[Saved data entries]
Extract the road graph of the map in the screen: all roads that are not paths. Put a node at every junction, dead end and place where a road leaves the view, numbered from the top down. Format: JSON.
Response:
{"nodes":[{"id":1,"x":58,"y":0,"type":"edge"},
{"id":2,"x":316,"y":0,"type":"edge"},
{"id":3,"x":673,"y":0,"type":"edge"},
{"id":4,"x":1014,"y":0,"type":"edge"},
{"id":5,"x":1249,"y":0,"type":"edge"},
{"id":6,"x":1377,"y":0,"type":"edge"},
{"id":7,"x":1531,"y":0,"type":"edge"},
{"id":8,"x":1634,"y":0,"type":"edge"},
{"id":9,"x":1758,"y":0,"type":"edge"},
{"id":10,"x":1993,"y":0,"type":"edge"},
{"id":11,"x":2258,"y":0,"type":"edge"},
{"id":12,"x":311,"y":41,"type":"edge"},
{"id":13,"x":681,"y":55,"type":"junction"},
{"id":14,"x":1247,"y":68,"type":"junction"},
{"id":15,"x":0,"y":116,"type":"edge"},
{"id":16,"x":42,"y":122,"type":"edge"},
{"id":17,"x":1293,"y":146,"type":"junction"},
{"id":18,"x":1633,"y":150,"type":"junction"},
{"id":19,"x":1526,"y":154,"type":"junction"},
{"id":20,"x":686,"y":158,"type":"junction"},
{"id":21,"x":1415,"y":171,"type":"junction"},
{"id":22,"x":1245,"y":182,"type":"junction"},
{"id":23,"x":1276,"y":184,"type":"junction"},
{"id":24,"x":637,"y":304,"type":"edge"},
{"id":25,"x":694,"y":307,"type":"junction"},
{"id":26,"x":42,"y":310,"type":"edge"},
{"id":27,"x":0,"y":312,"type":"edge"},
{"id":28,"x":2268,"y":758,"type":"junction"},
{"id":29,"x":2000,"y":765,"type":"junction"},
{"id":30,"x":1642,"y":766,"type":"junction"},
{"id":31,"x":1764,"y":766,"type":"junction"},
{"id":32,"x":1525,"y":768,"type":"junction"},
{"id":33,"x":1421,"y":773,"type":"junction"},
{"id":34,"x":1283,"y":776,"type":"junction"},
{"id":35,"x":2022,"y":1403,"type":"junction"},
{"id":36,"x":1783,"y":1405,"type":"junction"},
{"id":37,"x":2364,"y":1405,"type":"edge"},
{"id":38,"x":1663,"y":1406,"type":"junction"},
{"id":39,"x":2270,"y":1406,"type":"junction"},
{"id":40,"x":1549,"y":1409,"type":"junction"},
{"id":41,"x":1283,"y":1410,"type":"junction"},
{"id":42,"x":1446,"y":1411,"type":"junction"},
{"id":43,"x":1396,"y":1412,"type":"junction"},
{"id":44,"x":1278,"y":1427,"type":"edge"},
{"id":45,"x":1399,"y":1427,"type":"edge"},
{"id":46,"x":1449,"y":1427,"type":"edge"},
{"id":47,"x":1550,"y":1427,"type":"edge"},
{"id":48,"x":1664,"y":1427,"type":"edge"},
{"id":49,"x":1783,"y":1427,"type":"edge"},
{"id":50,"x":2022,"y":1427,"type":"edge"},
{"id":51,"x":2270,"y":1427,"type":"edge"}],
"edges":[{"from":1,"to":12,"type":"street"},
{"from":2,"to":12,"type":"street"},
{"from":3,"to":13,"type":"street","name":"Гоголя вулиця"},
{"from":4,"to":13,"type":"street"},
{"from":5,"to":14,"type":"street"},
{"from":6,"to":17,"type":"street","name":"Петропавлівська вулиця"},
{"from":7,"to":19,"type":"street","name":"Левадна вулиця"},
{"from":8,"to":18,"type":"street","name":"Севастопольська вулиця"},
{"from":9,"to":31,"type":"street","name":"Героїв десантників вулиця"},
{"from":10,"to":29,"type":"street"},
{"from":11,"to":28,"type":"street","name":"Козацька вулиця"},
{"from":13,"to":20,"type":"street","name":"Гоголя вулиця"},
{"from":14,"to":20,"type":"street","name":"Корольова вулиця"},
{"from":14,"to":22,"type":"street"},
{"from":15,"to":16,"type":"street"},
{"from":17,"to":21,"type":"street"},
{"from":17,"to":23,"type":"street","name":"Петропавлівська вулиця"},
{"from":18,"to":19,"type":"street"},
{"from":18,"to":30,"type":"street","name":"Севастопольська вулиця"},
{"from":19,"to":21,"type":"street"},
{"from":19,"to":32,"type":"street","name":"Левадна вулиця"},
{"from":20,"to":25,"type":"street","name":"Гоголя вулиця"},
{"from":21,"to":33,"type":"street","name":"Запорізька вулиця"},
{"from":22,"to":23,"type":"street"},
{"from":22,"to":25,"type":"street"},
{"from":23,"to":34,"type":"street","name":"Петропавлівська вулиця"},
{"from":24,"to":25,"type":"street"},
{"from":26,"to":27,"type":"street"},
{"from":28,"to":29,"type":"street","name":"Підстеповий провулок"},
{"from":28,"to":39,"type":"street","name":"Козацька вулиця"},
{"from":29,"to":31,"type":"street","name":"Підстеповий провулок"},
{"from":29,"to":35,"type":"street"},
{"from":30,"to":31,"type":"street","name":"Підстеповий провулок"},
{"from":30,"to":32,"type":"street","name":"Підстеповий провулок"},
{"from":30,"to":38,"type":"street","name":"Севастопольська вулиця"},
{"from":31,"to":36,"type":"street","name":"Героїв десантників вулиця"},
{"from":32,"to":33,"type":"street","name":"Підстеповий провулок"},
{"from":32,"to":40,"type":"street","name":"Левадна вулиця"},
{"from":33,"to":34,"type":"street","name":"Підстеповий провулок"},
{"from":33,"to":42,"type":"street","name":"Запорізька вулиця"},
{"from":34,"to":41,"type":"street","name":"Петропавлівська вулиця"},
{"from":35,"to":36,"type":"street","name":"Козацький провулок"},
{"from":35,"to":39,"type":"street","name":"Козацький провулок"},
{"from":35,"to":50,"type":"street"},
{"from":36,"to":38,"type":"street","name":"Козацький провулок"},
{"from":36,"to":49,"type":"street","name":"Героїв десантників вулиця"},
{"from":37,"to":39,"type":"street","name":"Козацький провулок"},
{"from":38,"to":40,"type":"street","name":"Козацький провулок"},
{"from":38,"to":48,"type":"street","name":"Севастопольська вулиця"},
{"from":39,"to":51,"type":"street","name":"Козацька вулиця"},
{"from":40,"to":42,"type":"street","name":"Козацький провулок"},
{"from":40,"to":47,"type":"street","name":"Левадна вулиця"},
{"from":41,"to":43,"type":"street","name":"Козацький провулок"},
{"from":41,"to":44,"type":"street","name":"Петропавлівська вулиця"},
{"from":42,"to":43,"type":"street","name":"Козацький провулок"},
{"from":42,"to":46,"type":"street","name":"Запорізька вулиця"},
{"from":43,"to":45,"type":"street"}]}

§ **Required action**: From the entries above, copy every line that holds the word "Козацька".

§ **Task solution**:
{"from":11,"to":28,"type":"street","name":"Козацька вулиця"},
{"from":28,"to":39,"type":"street","name":"Козацька вулиця"},
{"from":39,"to":51,"type":"street","name":"Козацька вулиця"},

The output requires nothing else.